Judge Khanakorn Pianchana’s attempted suicide at the Yala Provincial Court last week is a dramatic wake up call to the need for justice in Thailand’s restive South. The judge shocking act was in protest against pressure to force him to sentence three of the five defendants to death in his verdict in a security case.
On 5 October, Khanakorn pulled out a pistol in his courtroom to shoot himself in the chest after delivering a verdict to acquit the five suspects. Authorities had charged them with security-related offences in connection with the use of firearms and the murders of five people in Yala in the middle of last year.
The 49-year-old judge survived the suicide attempt. The secretary-general of Thailand’s Office of the Judiciary, Sarawut Benjakul, visited Khanakorn in hospital over the weekend. He stated that the case would be reported to the Judicial Commission. But he declined to commit to further investigation of the episode, as demanded by civic groups advocating for the independence and transparency of the Thai judicial system. Sarawut remarked that the judicial branch had mechanisms to guarantee independence already in place.
Thailand’s southernmost Yala province has been a hotspot of the insurgent violence in the country’s Deep South. This violence has claimed more than 7,000 lives since 2004. While authorities in Bangkok have struggled to restore peace to the region for more than fifteen years, their approach to the situation has been excessively reliant on military solutions and ineffective law enforcement.
Justice must be a key element of any effort to address grievances in the predominantly Muslim region, which was annexed to the Thai kingdom more than a century ago. Its majority Malay population has long struggled against Bangkok to express its different identity and to secure a certain level of self-determination, if not independence.
The current wave of violence, directed mostly against civilians, has been carried out by faceless militants who never claim responsibility for incidents. The authorities’ poor intelligence on their adversaries has led to random arrests of local Muslims who can easily fall under suspicion and then arbitrarily face prosecution as threats to national security.

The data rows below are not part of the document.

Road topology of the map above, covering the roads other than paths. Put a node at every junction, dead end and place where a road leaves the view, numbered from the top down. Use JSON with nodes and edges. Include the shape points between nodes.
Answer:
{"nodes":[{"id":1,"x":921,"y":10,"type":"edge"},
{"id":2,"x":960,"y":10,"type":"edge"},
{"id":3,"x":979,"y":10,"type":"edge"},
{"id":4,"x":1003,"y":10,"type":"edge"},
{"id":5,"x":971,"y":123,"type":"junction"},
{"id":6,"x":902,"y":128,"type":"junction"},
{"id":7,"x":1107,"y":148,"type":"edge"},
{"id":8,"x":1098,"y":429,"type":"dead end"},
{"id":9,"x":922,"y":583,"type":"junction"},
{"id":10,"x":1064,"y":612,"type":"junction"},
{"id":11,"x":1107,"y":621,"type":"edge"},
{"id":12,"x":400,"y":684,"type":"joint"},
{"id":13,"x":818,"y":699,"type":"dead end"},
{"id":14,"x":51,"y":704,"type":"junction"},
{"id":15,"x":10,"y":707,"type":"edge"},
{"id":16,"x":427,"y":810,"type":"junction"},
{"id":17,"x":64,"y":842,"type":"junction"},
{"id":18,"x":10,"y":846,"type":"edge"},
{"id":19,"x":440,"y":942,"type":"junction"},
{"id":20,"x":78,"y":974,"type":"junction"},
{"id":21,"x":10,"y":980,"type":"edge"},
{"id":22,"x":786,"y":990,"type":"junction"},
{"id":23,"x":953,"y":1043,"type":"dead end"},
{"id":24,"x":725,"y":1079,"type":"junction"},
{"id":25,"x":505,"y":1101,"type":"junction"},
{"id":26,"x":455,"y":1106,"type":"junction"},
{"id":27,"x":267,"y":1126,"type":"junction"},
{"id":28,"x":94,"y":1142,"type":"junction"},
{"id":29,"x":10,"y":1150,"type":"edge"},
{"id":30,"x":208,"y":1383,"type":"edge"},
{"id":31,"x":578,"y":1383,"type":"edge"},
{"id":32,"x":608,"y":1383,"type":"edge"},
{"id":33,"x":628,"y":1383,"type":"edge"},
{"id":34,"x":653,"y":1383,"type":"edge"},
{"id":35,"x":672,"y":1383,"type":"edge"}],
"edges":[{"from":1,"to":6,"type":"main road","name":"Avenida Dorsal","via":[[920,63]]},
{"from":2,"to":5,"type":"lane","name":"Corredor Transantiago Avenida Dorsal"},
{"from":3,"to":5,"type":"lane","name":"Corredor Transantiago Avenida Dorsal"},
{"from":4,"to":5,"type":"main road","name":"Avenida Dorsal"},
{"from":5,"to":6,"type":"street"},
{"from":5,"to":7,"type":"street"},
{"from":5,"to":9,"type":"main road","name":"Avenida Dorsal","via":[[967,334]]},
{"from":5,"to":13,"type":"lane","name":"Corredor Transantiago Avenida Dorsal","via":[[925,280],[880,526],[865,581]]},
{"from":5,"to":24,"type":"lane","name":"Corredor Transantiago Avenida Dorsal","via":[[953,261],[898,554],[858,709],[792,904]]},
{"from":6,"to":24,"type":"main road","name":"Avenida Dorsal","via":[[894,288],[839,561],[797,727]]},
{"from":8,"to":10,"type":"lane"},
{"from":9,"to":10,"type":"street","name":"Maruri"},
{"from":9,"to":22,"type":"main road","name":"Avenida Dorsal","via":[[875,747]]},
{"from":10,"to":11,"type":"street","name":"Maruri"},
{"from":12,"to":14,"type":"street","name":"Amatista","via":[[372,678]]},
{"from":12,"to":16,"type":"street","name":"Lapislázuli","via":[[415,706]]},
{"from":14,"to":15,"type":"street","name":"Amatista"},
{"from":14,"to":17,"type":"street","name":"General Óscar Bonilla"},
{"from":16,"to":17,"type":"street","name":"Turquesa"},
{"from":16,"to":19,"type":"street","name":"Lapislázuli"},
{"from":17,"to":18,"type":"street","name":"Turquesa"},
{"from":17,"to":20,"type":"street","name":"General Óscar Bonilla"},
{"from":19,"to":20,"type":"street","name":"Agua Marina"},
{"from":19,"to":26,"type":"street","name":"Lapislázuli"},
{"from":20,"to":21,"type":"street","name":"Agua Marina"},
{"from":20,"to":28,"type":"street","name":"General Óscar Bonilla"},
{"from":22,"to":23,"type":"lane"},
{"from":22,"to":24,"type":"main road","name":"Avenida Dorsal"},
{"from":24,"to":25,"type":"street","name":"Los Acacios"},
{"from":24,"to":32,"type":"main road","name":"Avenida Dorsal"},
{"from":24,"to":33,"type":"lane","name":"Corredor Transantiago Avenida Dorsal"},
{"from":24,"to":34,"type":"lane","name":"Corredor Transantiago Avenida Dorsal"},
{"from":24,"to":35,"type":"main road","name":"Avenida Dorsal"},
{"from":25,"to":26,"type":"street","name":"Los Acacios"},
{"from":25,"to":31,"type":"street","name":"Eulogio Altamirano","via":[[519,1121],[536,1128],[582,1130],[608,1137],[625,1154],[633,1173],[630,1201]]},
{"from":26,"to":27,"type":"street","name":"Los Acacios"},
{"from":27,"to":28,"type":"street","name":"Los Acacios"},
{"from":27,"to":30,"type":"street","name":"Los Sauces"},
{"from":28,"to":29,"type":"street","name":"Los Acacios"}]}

Security officials and military forces tend to regard local Malay-Muslims as the enemy, rather than as ordinary Thai citizens with fundamental rights.
In the statement rendering his verdict that he read before turning a gun on himself, Judge Khanakorn said that his bosses had reviewed the verdict acquitting the five defendants and that they preferred death sentences for three of them and imprisonment for the other two. While scrutiny of cases on the part of judges at higher levels is a normal oversight procedure, Khanakorn argued in his verdict that there was no solid evidence to justify such tough sentences.
While a spokesman for the Internal Security Operations Command (ISOC), Colonel Pramot Prom-in ruled out any interference in the case, local media have reported that authorities in Bangkok meant to treat it as a security matter. Prime Minister Prayut Chan-ocha instructed deputy national police chief General Srivara Rangsibramanakul in August of last year, two months after the indictment of the five suspects, to closely follow the case. Srivara told media representatives during his trip to the Deep South that same month that the case was a criminal case related to narcotics trafficking, but that the suspects also had ties to insurgents.
The judge said in his verdict that prosecutors had supported the allegations against the five defendants only with statements produced during interrogation during long detention in a military camp. As the case was not one related to security or terrorism charges, it was not legitimate to arrest and prosecute the suspects under the martial law and the draconian Emergency Decree on Public Administration in Emergency Situations, according to Judge Khanakorn.
Although the Thai justice system allows appeal of the verdict to a higher court, Khanakorn’s gunshot represents a call for public attention to problems in the judicial system. There have been instances of torture during interrogation, detention incommunicado, and death while in official custody.
Official mind-sets regarding law enforcement need to change dramatically. An ISOC officer in Pattani Province last week filed a complaint with the police against a dozen scholars and opposition politicians, charging them with sedition for holding a public brainstorming session on peaceful solutions for the restive South.
The ISOC was concerned that a panellist at the event in Pattani on 28 September mentioned the need to modify Section One of the 2017 military-sponsored constitution, which says that “Thailand is one indivisible Kingdom”. ISOC legal officer Major General Burin Thongpraphai alleged that this idea affected national security and was detrimental to efforts to solve the problems in the Deep South.
Unlike ordinary Muslims residents of that region, the politicians and scholars against whom the charges were filed could retaliate by lodging a petition for defamation and accusing the officer of using a strategic lawsuit against public participation in an effort to gag them.
While the judge’s gunshot calls attention to the need for judicial reform in pursuit of a peaceful resolution of the conflict in the Deep South, the ISOC officer’s paranoid legal complaint shows insecurity in the psyche of Thai security authorities — the obsessive fear of separatism. This insecurity leads them to reject all possible peaceful solutions to the long-running disputes in the region.
Mr Supalak Ganjanakhundee is Visiting Fellow in the Thailand Studies Programme, ISEAS – Yusof Ishak Institute.